At $3.0 billion, personal remittances were lower compared to October's $3.33 billion but picked up from the year-earlier $2.93 billion.
A Moneygram remittance center at Lucky Plaza Mall in Singapore where overseas Filipino workers (OFWs) remit money to loved ones in the Philippines. PHOTO BY AARON RONQUILLOOFWs with contracts of a year or more and sea- and land-based workers with contracts of less than one year primarily drove the growth, the BSP said in a statement.
Money sent home via banks alone totaled $2.7 billion, up from $2.6 billion in November 2022 but also lower than last October's $2.99 billion.
The tallies were the lowest in six months or since May when personal remittances totaled $2.8 billion and cash remittances came in at $2.5 billion.
Year to date, overall remittances totaled $33.6 billion, 2.9 percent more than the year-earlier $32.6 billion, while cash remittances grew by 2.8 percent to $30.2 billion from $29.4 billion.
November's 2.9-percent year-on-year growth slowed from 3.1 percent in October and 5.8 percent a year earlier. Year-to-date, the rate was unchanged from the previous month but lower than the 3.4 percent seen in the comparable 2022 period.
As for cash remittances, November's 2.8-percent growth was also down from 3.0 percent a month earlier and 5.7 percent a year ago. Year-to-date it was unchanged at 2.8 percent but slipped from 3.3 percent in January-November 2022.
Higher cash remittances from the United States, Saudi Arabia, and the United Arab Emirates (UAE) were said to have driven 11-month growth.
The US, meanwhile, accounted for 41.2 percent of year-to-date total remittances, followed by Singapore (6.9 percent), Saudi Arabia (6.0 percent) and Japan (5.0 percent).

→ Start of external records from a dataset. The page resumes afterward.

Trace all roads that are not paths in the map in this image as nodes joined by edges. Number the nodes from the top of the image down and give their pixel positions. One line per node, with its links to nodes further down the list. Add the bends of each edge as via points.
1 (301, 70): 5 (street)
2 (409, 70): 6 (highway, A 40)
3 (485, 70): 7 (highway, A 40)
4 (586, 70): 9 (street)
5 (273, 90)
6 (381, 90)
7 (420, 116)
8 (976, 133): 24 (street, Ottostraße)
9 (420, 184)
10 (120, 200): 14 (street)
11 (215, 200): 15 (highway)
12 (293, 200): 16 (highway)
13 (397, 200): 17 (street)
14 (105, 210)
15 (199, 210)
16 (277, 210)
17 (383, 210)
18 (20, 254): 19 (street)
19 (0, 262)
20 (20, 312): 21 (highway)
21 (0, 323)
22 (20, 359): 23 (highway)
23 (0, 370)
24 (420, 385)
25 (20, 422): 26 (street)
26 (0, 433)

Other countries that contributed to overall remittances were the United Kingdom (4.7 percent), the UAE (4.3 percent), Canada (3.6 percent), Qatar (2.8 percent), Taiwan (2.7 percent) and Korea (2.5 percent).

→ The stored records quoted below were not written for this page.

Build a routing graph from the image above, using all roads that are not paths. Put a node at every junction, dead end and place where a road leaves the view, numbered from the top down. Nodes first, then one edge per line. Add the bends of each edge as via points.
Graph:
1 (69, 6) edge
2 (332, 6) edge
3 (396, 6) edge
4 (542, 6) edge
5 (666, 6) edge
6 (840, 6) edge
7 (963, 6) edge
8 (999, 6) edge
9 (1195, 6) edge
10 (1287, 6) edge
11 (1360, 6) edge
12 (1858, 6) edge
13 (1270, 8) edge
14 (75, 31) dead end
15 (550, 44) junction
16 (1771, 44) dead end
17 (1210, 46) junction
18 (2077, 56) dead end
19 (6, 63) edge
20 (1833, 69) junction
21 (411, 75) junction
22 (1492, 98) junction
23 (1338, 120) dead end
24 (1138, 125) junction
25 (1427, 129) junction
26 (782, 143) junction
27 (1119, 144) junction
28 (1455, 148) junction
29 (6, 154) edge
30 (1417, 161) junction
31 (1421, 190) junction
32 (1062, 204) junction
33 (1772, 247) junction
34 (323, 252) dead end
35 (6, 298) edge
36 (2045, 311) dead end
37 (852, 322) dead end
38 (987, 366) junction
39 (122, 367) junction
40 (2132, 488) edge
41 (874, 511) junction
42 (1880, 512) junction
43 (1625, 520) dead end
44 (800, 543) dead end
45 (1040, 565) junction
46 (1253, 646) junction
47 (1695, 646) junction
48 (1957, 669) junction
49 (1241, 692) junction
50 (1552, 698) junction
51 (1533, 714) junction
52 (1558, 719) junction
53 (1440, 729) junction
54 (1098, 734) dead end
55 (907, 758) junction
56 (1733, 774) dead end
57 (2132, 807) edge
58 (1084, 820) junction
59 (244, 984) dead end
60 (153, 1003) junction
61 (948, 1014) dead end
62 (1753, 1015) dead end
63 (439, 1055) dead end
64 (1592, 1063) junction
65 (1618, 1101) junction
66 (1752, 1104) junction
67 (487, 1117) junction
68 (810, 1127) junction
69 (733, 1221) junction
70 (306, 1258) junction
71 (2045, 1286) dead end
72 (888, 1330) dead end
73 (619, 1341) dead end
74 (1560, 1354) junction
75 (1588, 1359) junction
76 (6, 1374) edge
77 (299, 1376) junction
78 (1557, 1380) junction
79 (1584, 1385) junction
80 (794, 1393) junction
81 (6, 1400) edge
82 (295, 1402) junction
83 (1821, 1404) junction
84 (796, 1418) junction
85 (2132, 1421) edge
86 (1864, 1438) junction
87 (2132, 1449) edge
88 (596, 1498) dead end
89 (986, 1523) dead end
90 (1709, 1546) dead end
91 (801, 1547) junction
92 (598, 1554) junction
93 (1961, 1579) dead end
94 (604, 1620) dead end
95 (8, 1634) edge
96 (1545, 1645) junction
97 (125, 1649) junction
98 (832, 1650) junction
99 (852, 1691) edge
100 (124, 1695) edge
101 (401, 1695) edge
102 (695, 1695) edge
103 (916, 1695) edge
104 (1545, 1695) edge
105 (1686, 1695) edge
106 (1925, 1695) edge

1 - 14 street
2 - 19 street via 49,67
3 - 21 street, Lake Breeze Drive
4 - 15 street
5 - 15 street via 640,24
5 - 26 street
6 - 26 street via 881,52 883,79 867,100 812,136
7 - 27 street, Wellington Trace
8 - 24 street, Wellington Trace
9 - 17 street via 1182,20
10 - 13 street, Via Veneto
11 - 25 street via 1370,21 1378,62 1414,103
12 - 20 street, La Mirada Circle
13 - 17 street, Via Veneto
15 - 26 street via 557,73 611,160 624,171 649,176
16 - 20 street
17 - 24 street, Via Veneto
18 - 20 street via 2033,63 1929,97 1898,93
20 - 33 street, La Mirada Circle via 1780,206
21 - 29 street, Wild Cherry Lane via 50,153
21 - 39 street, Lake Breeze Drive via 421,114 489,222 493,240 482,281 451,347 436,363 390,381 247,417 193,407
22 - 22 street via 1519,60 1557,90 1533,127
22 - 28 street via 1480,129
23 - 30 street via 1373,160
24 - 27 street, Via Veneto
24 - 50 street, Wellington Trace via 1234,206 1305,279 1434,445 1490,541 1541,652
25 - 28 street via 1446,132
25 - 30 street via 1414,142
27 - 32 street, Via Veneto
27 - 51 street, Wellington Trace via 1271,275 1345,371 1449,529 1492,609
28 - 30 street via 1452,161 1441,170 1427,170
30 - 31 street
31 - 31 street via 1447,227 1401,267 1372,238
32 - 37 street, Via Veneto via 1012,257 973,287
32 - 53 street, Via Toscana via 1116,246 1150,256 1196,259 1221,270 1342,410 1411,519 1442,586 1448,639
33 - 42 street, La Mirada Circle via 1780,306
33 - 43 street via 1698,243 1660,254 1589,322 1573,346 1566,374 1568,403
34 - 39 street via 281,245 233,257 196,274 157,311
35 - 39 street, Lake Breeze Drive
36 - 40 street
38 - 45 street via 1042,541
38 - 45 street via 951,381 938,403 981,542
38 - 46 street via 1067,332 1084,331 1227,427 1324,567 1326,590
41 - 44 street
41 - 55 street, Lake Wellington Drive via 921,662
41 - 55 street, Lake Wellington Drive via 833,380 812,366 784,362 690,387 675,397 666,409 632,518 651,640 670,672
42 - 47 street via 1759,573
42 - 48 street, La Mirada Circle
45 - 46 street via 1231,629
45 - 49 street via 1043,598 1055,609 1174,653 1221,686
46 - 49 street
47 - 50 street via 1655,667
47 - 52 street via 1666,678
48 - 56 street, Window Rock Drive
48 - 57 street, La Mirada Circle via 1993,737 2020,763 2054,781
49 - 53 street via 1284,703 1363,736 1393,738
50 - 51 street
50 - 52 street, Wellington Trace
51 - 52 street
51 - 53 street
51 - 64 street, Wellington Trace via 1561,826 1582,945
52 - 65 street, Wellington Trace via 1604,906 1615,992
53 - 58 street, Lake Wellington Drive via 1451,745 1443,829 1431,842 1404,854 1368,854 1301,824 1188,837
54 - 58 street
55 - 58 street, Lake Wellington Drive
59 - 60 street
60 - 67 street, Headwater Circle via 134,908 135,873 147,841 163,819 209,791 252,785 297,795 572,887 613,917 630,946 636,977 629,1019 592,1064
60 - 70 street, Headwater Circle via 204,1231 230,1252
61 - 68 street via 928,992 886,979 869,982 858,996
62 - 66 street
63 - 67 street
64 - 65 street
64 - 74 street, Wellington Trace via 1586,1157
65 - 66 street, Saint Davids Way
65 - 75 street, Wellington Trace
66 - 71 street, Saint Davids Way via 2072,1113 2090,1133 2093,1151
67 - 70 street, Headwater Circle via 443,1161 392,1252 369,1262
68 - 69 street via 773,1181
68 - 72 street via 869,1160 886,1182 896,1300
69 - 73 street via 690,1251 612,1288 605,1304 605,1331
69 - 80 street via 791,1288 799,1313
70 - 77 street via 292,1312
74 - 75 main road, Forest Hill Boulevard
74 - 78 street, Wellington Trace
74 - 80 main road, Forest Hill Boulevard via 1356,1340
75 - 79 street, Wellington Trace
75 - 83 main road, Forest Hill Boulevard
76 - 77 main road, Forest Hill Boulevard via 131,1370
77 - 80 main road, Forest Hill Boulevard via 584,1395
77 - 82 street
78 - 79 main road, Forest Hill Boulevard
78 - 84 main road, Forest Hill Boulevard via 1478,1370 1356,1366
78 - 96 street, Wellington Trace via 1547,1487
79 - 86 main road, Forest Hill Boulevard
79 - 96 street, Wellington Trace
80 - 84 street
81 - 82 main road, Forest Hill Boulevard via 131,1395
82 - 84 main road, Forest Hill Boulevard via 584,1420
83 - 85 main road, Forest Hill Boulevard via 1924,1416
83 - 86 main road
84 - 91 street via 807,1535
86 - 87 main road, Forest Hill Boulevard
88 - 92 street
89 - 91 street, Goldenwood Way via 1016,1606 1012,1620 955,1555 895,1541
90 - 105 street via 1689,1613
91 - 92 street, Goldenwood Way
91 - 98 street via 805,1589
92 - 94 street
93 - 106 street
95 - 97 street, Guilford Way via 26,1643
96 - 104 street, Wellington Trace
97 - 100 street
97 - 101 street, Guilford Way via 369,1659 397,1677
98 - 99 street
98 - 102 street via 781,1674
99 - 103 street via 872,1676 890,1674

The US accounts for the bulk as remittance centers in many cities abroad course the funds to correspondent banks that are mostly located in that country.
Sought for comment, China Banking Corp. chief economist Domini Velasquez said remittances were set to increase due to high demand for Filipino labor.
Anticipated wage hikes in Hong Kong and Taiwan this year, she added, are also poised to contribute to remittance growth.
ING Manila Bank senior economist Nicholas Antonio Mapa, who also expects remittances to continue growing, said the inflows would support domestic consumption and help mitigate the impact of a persistent trade deficit.
Rizal Commercial Banking Corp. chief economist Michael Ricafort, meanwhile, said high inflation likely spurred OFWs to send more money to families back home.
"The continued and consistent growth in OFW remittances could be attributed to higher prices locally that required the sending of more OFW remittances back to the country," he said.
"For the coming months, modest growth in OFW remittances could continue as OFW dependents still need to cope with relatively higher prices locally that would require the sending of more remittances."
Last month, the World Bank said that OFW remittances could hit a new high of $40 billion in 2023, growing by more than 5 percent compared to just 3.6 percent in 2022 when money sent home from abroad hit a record $36.14 billion.